(Saved entries)
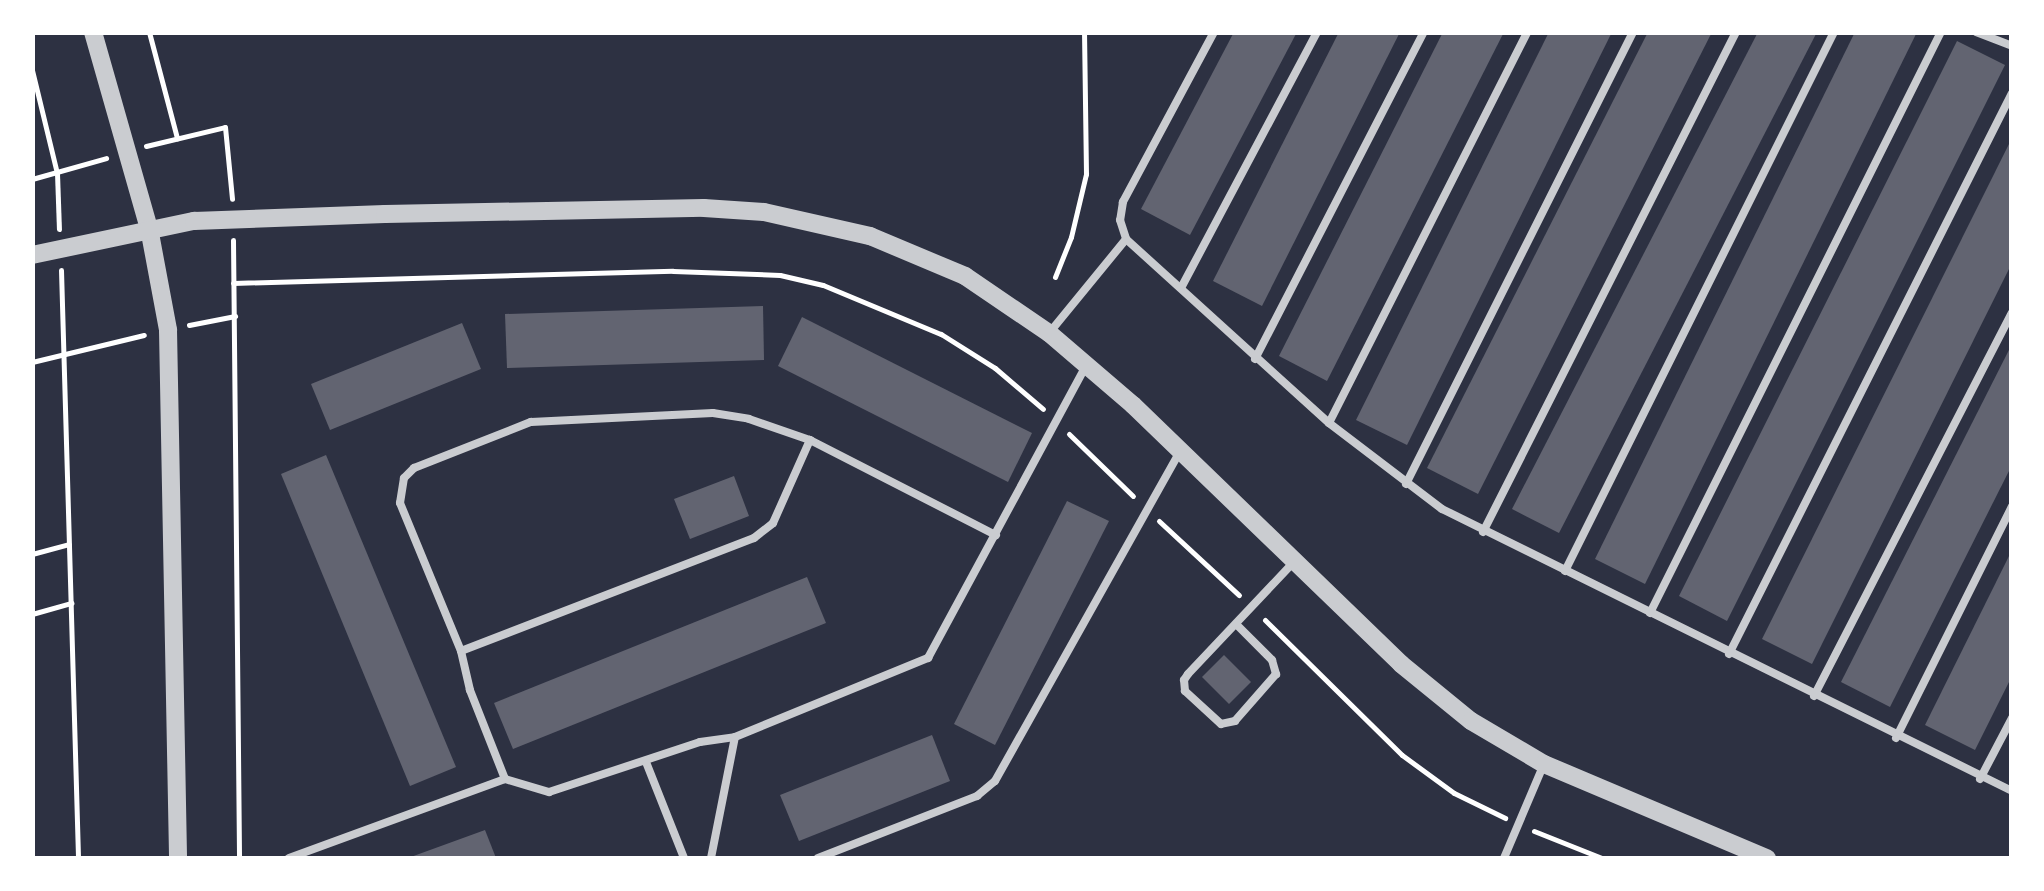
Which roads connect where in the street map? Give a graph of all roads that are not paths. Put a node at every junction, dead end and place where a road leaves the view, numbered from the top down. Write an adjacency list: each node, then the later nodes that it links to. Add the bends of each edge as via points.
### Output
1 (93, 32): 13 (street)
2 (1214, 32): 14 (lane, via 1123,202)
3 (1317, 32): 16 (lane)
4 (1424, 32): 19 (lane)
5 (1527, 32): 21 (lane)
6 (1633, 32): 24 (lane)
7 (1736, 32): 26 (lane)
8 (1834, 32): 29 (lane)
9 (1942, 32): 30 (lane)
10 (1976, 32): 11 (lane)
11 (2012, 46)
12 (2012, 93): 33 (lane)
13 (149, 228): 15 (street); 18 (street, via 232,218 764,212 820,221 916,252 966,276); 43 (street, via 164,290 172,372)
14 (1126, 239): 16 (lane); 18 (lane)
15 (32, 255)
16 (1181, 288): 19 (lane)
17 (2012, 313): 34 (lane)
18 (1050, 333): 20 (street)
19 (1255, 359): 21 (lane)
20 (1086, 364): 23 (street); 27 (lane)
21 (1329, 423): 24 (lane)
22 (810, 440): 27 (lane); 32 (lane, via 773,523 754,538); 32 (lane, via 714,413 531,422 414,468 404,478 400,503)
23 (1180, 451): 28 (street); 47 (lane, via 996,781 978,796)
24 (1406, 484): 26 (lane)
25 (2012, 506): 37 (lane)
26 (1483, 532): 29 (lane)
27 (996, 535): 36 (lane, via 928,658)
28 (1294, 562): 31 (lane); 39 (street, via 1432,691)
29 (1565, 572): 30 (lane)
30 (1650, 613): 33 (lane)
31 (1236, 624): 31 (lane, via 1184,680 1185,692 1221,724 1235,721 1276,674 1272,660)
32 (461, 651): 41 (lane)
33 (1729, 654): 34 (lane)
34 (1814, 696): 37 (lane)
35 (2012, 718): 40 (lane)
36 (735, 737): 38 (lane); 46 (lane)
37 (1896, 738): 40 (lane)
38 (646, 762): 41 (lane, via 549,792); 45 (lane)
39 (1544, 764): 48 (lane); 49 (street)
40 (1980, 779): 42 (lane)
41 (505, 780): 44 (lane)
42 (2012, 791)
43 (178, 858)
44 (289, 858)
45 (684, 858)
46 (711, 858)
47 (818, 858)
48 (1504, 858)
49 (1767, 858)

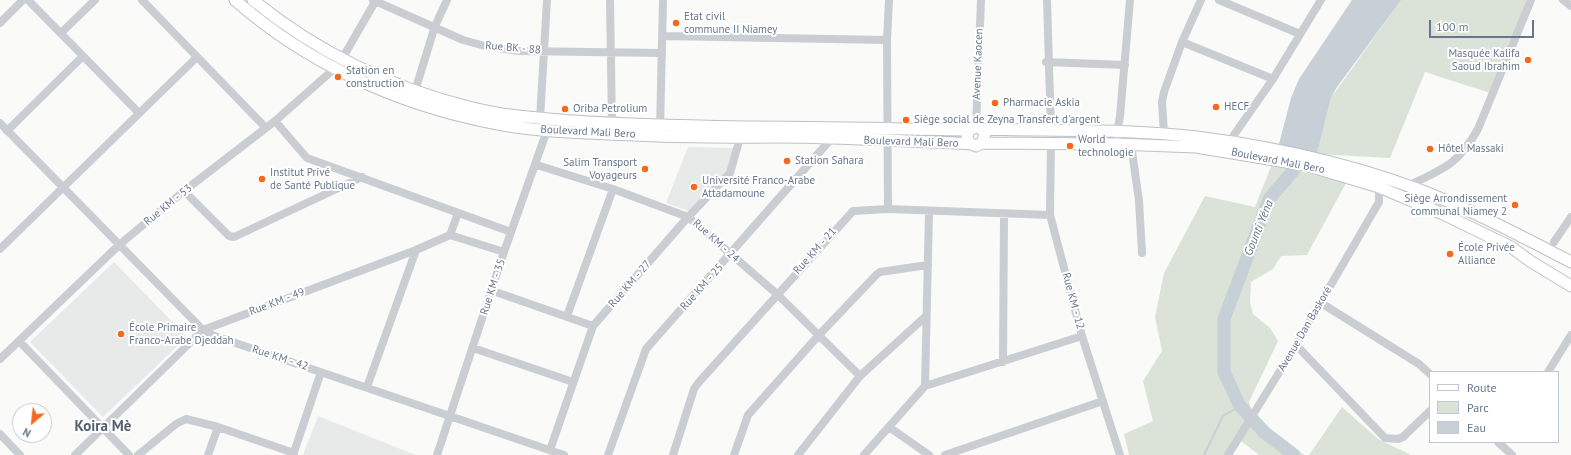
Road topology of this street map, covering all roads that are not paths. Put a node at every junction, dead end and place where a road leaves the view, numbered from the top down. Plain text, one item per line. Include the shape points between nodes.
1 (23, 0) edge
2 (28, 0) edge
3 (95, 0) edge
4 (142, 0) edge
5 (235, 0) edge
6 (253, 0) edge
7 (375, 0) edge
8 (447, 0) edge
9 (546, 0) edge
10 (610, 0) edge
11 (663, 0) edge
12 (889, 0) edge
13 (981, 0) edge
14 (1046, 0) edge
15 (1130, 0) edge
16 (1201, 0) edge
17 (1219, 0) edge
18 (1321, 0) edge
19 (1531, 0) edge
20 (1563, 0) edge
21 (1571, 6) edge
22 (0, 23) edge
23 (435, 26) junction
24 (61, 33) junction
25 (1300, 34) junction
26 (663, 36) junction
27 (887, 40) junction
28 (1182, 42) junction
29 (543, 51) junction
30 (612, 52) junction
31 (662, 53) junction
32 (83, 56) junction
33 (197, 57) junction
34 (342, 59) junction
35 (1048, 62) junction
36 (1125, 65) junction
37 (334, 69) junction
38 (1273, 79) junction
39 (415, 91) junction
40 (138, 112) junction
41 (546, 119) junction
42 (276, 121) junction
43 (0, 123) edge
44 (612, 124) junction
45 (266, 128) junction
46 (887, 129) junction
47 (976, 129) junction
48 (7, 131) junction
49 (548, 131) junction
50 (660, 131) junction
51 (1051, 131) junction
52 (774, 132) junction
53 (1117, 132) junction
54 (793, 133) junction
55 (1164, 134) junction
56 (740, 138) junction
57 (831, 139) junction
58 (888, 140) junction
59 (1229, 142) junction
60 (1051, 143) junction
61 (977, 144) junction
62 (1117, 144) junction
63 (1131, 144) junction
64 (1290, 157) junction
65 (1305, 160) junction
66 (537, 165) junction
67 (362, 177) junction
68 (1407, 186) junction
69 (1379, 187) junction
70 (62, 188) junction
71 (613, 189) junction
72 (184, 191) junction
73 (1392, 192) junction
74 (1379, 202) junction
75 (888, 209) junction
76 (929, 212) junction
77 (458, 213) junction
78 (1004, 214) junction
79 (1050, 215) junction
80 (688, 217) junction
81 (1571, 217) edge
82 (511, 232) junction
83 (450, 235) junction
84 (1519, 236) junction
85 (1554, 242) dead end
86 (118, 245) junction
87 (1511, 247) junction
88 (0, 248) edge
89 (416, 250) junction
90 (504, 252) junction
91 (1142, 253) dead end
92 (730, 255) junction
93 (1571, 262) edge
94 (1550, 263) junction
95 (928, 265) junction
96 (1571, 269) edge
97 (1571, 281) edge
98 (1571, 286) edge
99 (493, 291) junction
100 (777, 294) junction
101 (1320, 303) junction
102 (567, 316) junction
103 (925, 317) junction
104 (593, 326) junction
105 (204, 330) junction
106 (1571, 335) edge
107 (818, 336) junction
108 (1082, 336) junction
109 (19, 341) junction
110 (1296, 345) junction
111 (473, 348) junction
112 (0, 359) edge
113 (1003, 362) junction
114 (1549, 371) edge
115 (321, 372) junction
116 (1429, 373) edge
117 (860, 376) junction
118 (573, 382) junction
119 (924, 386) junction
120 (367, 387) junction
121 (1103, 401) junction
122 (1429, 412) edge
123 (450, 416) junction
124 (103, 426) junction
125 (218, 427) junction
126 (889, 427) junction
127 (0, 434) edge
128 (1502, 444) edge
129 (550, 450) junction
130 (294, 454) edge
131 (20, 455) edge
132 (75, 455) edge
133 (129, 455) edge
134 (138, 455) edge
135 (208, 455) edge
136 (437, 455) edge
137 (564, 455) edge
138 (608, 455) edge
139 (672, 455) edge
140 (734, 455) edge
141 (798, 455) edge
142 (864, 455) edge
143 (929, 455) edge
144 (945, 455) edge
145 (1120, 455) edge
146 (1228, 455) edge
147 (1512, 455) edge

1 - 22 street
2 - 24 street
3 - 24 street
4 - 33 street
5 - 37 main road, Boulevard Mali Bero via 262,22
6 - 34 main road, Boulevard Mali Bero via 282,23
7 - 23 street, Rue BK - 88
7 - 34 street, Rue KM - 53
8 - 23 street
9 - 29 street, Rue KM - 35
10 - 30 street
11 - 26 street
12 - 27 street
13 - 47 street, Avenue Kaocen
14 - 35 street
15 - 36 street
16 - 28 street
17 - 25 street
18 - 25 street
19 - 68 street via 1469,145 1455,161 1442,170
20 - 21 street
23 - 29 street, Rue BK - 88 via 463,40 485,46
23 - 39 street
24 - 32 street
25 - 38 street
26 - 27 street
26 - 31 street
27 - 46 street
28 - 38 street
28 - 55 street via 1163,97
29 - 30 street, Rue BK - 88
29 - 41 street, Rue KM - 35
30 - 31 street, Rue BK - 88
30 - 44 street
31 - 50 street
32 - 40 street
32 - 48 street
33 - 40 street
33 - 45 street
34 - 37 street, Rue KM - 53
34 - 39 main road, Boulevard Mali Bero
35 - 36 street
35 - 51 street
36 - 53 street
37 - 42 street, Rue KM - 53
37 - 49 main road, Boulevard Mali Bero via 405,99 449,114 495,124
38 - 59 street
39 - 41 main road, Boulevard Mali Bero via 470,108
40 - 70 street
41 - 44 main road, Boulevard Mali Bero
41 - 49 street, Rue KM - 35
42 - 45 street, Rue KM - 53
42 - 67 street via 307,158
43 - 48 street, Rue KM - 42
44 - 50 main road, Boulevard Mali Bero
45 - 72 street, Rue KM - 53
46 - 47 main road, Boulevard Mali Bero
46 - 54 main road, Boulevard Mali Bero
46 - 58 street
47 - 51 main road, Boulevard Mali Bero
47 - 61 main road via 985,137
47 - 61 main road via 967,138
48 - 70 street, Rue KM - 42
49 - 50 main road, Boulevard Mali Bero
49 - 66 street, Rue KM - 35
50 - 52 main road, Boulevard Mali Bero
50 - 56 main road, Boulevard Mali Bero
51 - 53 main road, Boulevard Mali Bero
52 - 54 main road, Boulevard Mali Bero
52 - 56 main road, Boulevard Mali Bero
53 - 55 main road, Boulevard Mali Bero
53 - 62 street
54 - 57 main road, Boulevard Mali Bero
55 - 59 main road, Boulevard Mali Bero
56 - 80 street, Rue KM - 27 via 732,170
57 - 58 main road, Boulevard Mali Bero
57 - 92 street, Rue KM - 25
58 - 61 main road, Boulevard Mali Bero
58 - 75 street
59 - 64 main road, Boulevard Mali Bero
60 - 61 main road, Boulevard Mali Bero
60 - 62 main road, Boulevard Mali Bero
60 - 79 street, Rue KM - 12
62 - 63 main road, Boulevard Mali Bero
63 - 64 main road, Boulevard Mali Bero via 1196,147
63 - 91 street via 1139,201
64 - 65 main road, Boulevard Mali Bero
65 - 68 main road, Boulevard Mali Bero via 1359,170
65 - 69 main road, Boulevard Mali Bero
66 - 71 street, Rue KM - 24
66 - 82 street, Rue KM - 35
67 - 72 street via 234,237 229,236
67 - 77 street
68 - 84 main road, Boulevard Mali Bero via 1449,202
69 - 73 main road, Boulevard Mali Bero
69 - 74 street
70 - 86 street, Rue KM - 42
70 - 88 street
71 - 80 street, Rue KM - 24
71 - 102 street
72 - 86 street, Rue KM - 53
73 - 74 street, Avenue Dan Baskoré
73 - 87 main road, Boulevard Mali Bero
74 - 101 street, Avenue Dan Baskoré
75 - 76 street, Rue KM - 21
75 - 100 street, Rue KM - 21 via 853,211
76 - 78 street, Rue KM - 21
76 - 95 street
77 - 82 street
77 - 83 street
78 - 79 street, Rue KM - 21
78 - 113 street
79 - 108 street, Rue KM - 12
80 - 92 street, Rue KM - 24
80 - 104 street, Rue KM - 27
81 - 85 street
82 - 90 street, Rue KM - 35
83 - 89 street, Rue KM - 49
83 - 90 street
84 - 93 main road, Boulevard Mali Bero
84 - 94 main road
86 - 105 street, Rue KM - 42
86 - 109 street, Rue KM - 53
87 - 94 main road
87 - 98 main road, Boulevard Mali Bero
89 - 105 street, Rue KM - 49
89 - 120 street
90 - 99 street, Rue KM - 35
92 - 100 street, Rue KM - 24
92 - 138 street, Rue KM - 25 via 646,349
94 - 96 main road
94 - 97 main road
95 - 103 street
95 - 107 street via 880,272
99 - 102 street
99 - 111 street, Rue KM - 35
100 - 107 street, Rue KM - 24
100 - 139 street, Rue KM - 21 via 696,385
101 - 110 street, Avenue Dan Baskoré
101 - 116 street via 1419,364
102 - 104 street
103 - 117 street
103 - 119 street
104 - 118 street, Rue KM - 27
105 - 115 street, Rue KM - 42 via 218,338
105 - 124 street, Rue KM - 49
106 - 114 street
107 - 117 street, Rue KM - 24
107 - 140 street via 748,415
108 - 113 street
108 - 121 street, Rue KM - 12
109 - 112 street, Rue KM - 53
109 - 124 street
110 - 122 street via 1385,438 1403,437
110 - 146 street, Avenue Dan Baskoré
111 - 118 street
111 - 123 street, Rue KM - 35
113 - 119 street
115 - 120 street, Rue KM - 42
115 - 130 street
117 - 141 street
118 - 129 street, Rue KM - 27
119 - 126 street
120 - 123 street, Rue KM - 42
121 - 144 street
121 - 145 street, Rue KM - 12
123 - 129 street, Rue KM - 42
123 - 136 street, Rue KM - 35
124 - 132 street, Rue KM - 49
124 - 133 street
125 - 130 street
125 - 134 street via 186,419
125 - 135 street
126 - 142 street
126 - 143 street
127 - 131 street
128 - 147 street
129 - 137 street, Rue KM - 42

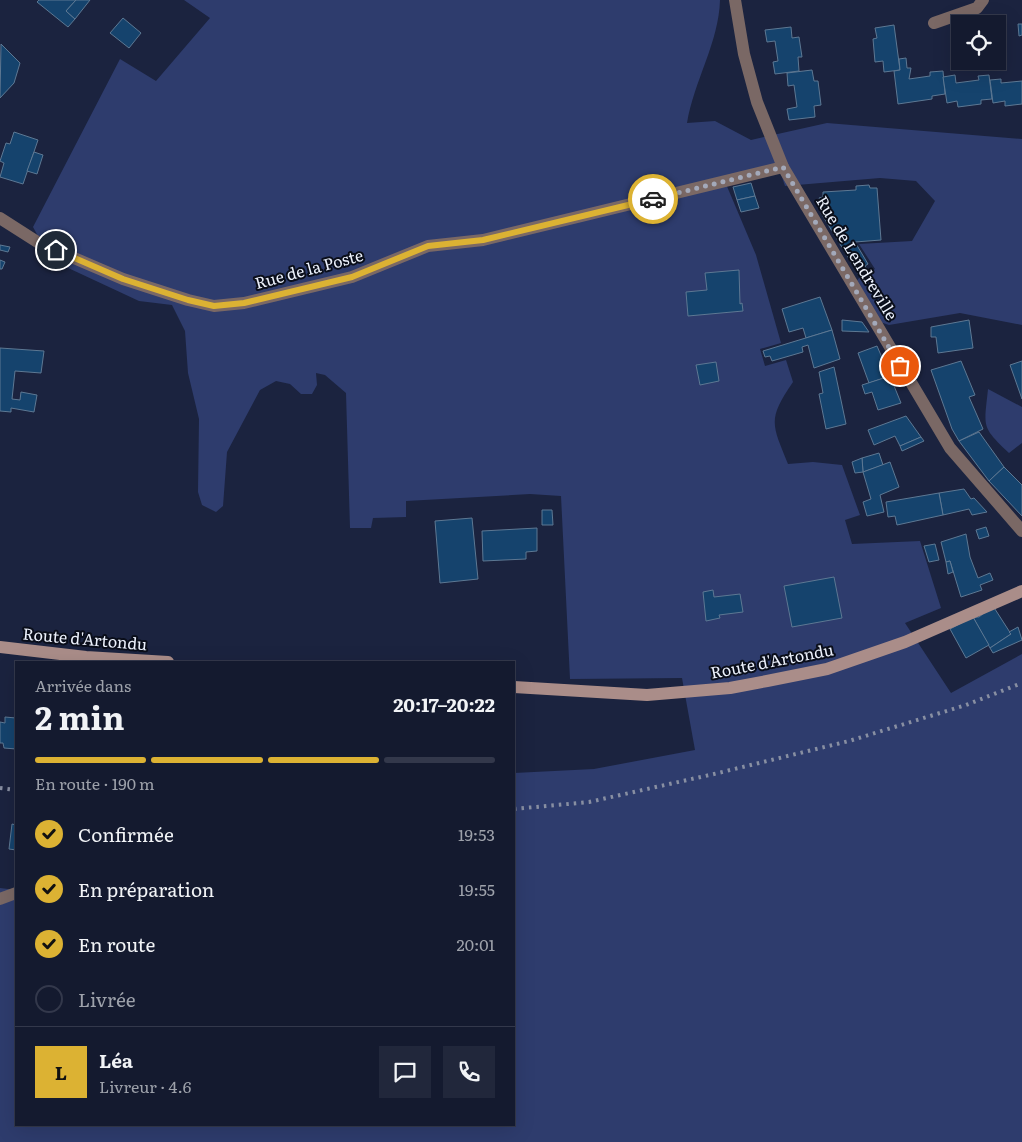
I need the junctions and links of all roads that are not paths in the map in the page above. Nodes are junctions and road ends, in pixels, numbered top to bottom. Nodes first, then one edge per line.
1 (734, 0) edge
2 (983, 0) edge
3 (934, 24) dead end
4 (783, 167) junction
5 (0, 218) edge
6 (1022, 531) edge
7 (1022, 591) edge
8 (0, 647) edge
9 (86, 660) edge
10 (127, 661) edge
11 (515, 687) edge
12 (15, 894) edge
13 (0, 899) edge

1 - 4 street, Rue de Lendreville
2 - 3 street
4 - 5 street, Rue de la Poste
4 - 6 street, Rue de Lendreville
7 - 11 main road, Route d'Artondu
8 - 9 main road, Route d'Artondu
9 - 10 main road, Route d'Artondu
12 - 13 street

= HOW TO COMPLETE THIS TASK =
Search the records above for "links" and copy every line that has it.

= OUTPUT =
Which roads connect where in the street map? Give a graph of all roads that are not paths. Put a node at every junction, dead end and place where a road leaves the view, numbered from the top down. Write an adjacency list: each node, then the later nodes that it links to. Add the bends of each edge as via points.
I need the junctions and links of all roads that are not paths in the map in the page above. Nodes are junctions and road ends, in pixels, numbered top to bottom. Nodes first, then one edge per line.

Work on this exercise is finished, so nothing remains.